Check if value is 'null' So it Can Be Used in a Fingerprint and Document _id

iFamZ · February 27, 2023, 9:00pm

Hello,

I am working to setup fingerprint on a field if it is not null. If it is null, I will fingerprint a different field (which is never null). Currently, my filebeat processors look like this:

processors:
     - "decode_json_fields": ...
     - "drop_fields": ...
     - if:
         equals:
           data.p_id: null
           **// this is where the issue is - equals can only accept int, strings, or boolean**
       then:
         - fingerprint:
            fields: ["data.id"] ...
       else:
         - fingerprint:
            fields: ["data.p_id"] ...

I have also tried using when with equals conditional, but that did not work either. Does anyone have any suggestions?

stephenb · February 27, 2023, 9:23pm

Hi @iFamZ Welcome to the community!

Thinking you might need to use the has_fields condition as a top level condition

iFamZ · February 27, 2023, 10:20pm

Hey @stephenb! Thanks for your prompt reply - I greatly appreciate it.

I did come across has_fields but the way I interpreted it is that it will check that the noted field exists in the document. In my case, data.p_id exists in the document, but in some cases it is null. Regardless, giving this a try!

iFamZ · February 28, 2023, 11:05pm

Hey @stephenb - I tried your suggestion, but I do not think it is working. Here is exactly what I did:

processors:
     - "decode_json_fields": ...
     - if:
         has_fields: ["data.p_id"]
       then:
         - copy_fields:
             fields:
               - from: "data.p_id"
                 to: "temp_id"
       else:
          - copy_fields:
             fields:
               - from: "data.id"
                 to: "temp_id"
     - fingerprint:
         fields: ["temp_id"]
         target_field: "@metadata._id"
     - add_fields:
         target: "@metadata"
         fields:
           op_type: "index"
   - drop_fields: ["temp_id"]

I had to change my approach because fingerprint looks at the name of the field as well, while I only want to fingerprint on the value. As a result, I am creating a new field temp_id which will conditionally copy the value of either data.p_id if it is not null, or the value of data.id, if data.p_id is null. I will then fingerprint on this new temp_id and set that to be my document _id and then remove temp_id from the document.

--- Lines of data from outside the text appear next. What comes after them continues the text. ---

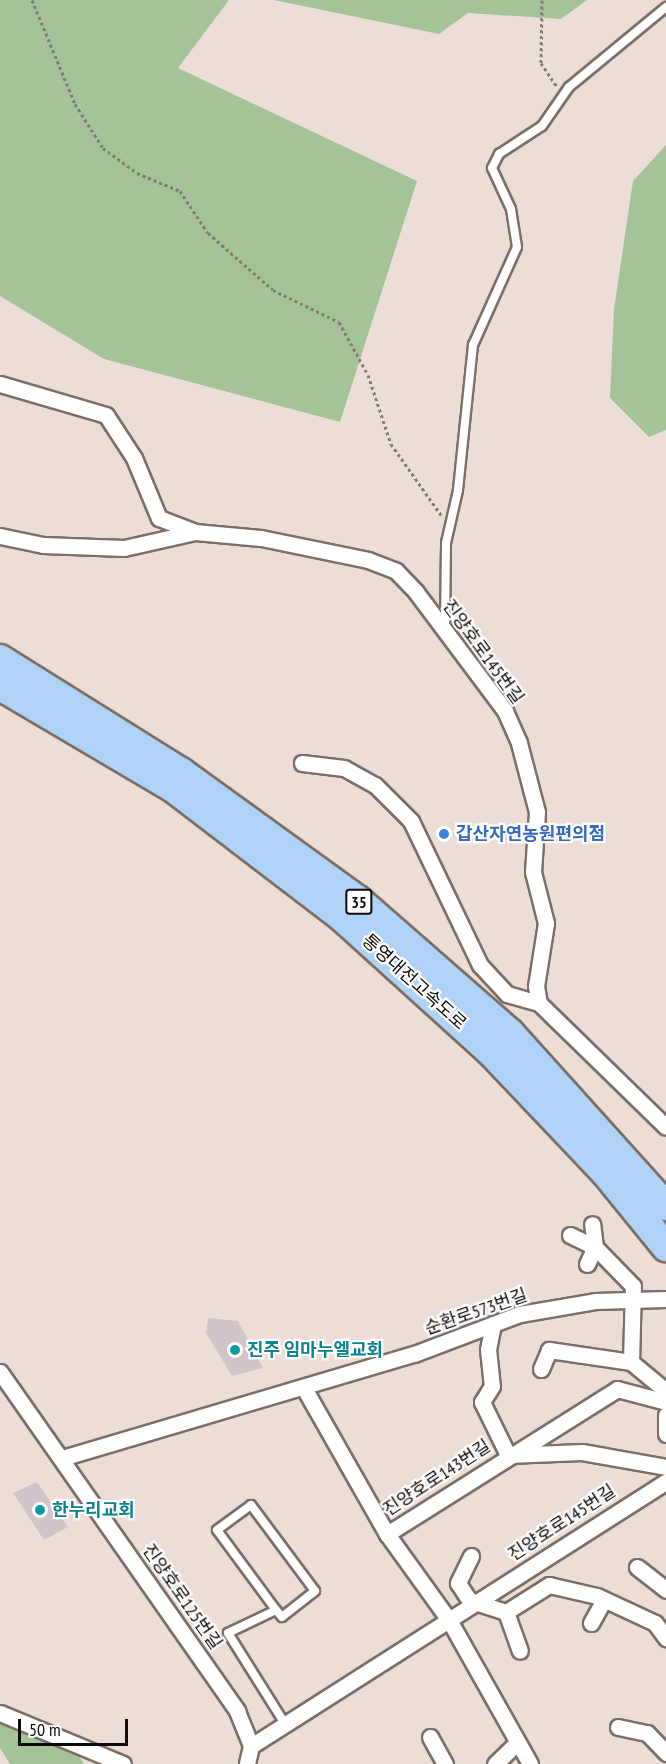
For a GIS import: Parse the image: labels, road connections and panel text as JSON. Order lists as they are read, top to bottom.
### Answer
{
  "streets": {
    "highway": ["35", "통영대전고속도로"],
    "street": [
      "진양호로145번길",
      "순환로573번길",
      "진양호로143번길",
      "진양호로125번길"
    ]
  },
  "crossings": [
    ["진양호로145번길", "진양호로143번길"],
    ["순환로573번길", "진양호로143번길"],
    ["순환로573번길", "진양호로125번길"]
  ],
  "places": ["갑산자연농원편의점", "진주 임마누엘교회", "한누리교회"],
  "scale_bar": "50 m"
}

I ran a test to see if the correct conditional temp_id was being written to the document for fingerprinting - it is not. It always uses the data.p_id value, even if it is null. So, I am back to where I started.

I am new to filebeats, please let me know if there is something glaringly wrong with the config.

Thanks again for your help!

stephenb · March 1, 2023, 12:48am

Hi @iFamZ

Can you provide samples of your data please....

Raw log lines something to work from...

What version Elastic Stack and Filebeat are you on.

Also, provide you Entire filebeat.yml....

iFamZ · March 1, 2023, 1:03am

I c an be presented with two types of documents. My data can either be null for data.p_id, as in this case:

{
  field_a: ...,
  field_b: {...},
  data: {
    p_id: null,
    id: "abc123"
  }
  field_c: ...
}

In the above case, I want to fingerprint on my data.id.

Or my data.p_id can be populated with some information:

{
  field_a: ...,
  field_b: {...},
  data: {
    p_id: "xyz123",
    id: "abc123"
  }
  field_c: ...
}

In this case, I would like to fingerprint on my data.p_id.

Someone suggested I use the script processor, since it seems like checking if a value is null is not straightforward.

I am using elastic 8.6.0 and filebeat 8.6.0 as well.

It is difficult for me to provide you with my complete config file, but the sanitized config snippet I posted before is the most relevant portion. Everything else is more or less generic.

stephenb · March 1, 2023, 1:23am

this helps... BUT there are other items in your filebeat.yml that can matter

Like are you creating/using your own templates, datastream names etc.

Please show me the sanitized version of the output section...

I noticed you put in op_type are you planning on updating the documents?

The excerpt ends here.